Unloading everything upon arrival and then firing up the faithful grill, grabbing some really well-prepared lamb cutlets and then sitting down with a cold beer as I watched over the BBQ seemed rather empty in comparison to all other outings. I had the iPhone and the iPad with me and ended up spending much of the evening texting Margo, as well as good friends Brian and Jan Kenny, back in southern California.

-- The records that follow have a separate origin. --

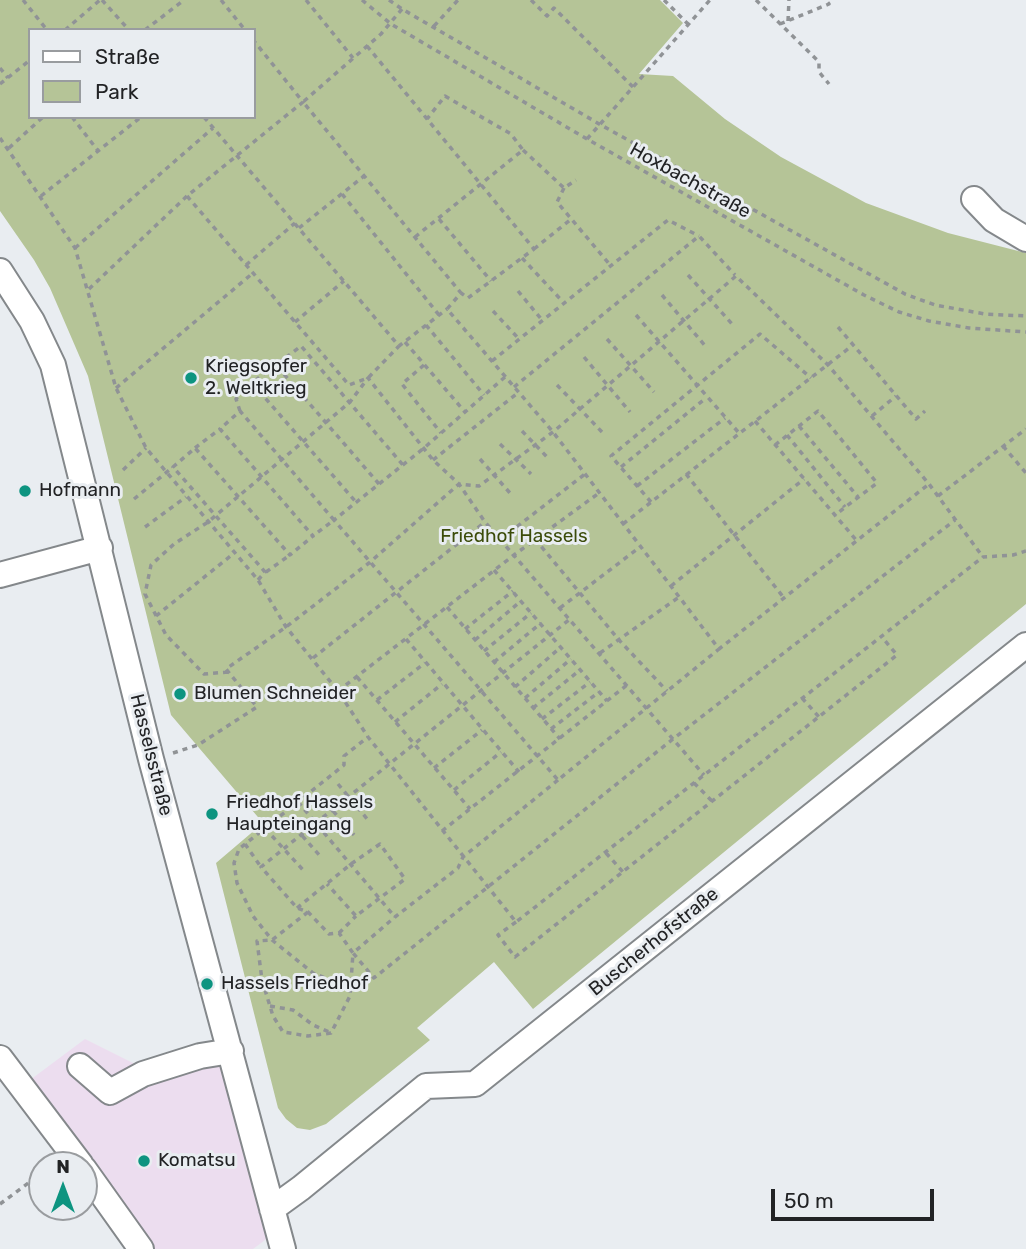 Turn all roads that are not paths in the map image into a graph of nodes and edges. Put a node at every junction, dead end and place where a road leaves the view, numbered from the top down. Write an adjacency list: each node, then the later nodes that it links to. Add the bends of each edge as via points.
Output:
1 (974, 199): 2 (street, via 993,220)
2 (1026, 240)
3 (0, 271): 4 (street, Hasselsstraße, via 32,321 52,365)
4 (100, 548): 5 (street); 7 (street, Hasselsstraße)
5 (0, 575)
6 (1026, 645): 12 (street, Buscherhofstraße, via 475,1084 426,1086)
7 (230, 1051): 9 (street, via 143,1074 110,1092); 12 (street, Hasselsstraße)
8 (0, 1058): 10 (street)
9 (80, 1066)
10 (71, 1151)
11 (98, 1188): 14 (street)
12 (272, 1209): 13 (street, Hasselsstraße)
13 (280, 1248)
14 (141, 1249)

Compared to Friday nights at southern California National Auto Sports Association (NASA) events, it was very quiet. RVs and car transporters did begin to trickle in and it gave me the opportunity to check out the cars where I ran across the Lotus, a couple of Corvettes and the usual mix of Mazdas and Porsches. However, as soon as dawn arrived Saturday, it all changed. This was a track weekend with sessions starting early in the morning and the track’s infield had filled in considerably during the night.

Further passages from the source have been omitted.